Road-Building God

Second Sunday in Advent
December 6
Luke 1:68-79 / Luke 3:1-6

Our gospel today begins, “In the fifteenth year of the reign of Emperor Tiberius, when Pontius Pilate was governor of Judea…” It goes on to mention three pocket puppet princes, and two high priests who served consecutively but are always recalled as if joined at the hip. On Christmas Eve we’ll turn back the clock as Luke tells us of another emperor, another governor, and an imperial decree. In both stories Luke also gives us a map, like Google Maps inset on a webpage. We know where John the Baptist preached. We know the road Joseph and Mary had to take.

This is Luke’s way of telling his first audience that the events behind his stories really, really happened. More than that, today Luke tells us God’s plan for the redemption of the world unfolded in time, in a place, for a purpose, in the face of imperial powers dressed in the trappings of divinity. The advent of the Messiah meant far more than the spiritual renewal of the world. John announced, and Jesus incarnated God’s decisive intervention in the world against the powers of the world.

According to Luke, John took his script from a worthy source. Isaiah’s words referred literally to the roads the exiled Israelites had been pressed into building in service of Babylon’s emperor and Babylon’s gods. With prophetic imagination, Isaiah looked forward to a day when another Emperor would set the exiles free. God would build a highway so God’s people could go home on a wide and level road. What did John look forward to?

Luke tells us in his stories of Jesus and of the apostles’ acts of faith and daring, that all unfolded within the Roman Empire, but beyond imperial control. The empire built roads that tied lands and peoples together, under close watch and control. Imperial gods weren’t paraded on those roads, but imperial governors bearing the Emperor’s divine seal of approval were. Commoners could watch those parades, but the roads weren’t for their use.

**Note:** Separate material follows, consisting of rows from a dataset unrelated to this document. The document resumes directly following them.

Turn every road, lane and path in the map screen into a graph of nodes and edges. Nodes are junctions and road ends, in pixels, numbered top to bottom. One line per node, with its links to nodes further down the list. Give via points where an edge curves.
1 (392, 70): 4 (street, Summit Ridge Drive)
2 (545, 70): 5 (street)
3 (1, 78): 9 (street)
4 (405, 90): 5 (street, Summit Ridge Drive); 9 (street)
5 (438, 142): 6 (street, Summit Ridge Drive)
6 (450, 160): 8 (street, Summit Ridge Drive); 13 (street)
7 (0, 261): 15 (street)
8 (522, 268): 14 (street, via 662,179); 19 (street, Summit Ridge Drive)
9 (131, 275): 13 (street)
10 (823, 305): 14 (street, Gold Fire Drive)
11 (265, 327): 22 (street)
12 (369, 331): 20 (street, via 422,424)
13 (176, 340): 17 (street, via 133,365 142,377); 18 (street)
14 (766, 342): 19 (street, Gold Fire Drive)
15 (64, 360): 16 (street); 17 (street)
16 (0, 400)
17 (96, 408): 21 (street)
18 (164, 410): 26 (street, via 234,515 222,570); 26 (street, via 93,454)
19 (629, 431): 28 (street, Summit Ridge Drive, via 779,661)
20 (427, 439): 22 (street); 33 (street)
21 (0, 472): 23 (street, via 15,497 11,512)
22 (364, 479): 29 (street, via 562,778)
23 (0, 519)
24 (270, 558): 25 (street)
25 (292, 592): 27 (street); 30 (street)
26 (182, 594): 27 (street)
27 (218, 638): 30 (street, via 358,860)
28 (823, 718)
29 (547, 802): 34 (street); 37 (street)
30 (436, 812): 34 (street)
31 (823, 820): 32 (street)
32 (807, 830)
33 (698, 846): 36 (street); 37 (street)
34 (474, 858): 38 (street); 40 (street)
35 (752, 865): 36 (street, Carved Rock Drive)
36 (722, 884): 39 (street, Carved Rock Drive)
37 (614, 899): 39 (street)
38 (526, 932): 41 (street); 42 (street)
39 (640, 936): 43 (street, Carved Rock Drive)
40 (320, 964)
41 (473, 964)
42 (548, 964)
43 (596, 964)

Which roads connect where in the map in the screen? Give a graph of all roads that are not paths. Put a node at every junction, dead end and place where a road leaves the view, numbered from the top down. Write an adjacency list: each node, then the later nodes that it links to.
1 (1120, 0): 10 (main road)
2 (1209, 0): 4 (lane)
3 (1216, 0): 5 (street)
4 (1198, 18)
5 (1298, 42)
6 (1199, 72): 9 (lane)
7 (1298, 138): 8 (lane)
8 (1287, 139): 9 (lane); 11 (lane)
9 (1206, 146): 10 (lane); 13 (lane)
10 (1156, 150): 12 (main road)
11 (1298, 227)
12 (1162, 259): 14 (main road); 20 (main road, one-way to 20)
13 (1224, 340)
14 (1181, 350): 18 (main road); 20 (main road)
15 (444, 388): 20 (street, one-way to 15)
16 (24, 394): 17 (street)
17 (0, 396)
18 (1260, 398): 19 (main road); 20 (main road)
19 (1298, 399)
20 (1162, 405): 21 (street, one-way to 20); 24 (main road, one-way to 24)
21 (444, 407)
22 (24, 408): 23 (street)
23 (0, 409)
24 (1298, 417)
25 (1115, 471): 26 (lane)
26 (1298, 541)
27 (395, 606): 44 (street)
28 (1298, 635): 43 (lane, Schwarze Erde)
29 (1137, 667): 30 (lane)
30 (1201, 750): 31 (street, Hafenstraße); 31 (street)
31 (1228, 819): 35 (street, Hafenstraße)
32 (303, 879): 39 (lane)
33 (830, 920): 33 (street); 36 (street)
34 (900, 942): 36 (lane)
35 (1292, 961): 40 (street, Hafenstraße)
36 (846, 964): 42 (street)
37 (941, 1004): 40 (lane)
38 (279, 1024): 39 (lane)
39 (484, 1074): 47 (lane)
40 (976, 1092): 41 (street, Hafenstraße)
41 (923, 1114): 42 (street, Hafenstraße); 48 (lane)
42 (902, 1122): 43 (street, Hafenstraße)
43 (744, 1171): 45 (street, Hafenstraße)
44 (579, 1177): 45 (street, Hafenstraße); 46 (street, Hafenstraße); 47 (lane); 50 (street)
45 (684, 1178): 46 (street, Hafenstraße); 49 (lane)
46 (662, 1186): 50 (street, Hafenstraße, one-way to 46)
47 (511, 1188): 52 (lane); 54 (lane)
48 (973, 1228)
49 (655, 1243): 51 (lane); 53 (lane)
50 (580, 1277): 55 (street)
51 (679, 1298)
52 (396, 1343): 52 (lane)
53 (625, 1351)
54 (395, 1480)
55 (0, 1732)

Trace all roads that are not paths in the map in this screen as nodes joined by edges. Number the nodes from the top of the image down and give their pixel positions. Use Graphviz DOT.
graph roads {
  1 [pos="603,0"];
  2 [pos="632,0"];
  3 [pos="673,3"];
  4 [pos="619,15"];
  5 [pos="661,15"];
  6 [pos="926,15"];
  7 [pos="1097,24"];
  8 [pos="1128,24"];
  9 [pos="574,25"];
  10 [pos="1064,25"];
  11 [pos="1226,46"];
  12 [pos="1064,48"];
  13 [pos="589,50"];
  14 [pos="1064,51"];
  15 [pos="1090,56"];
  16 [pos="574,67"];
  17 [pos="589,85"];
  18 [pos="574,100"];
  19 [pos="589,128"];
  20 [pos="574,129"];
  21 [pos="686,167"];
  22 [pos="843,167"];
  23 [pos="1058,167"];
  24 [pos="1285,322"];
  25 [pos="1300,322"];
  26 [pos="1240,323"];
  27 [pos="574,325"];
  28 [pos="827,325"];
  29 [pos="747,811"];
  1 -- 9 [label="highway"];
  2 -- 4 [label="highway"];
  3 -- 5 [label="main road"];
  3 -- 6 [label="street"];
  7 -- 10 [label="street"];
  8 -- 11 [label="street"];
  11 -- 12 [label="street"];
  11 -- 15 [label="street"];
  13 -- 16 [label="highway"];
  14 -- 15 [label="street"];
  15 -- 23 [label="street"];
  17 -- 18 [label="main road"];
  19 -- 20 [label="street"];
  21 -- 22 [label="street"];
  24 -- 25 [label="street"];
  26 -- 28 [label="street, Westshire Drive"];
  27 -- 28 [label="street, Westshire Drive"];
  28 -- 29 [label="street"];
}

John stayed clear of those roads. He walked rocky paths. He tramped through brush. He called people to come with him, to leave the symbols and products of imperial oppression behind. John announced that God the road-builder was already at work. People who responded to John’s prophetic voice put their feet firmly on the ground and followed God’s way. The people of Palestine lived as exiles in their own land. God’s anointed would end their oppression. This is what John’s father, Zechariah, sang about. It’s our psalm for today. Jesus’ mother sang about it too. It’s our psalm for Advent 4.

Zechariah prophesied that John would prepare the people for the advent of the One who would guide them “into the way of peace.” God’s shalom. So much more than the enforced absence of conflict of the infamous Pax Romana. A pathway not of this world, but that can be followed in this world. Made possible not by Caesar, but by the Dayspring Messiah.

Don’t push the names and place names aside as you rush to a personal, spiritual Christmassy message. Every name represents someone whose authority John and Jesus challenged. John announced, and Jesus incarnated, a reversal of the order those named men stood for. Every place named was a location for the road-building of God’s new work. John calls us today to look and see where God is already at work in our wilderness. John calls us to get to work, digging, scraping, levelling the way of peace.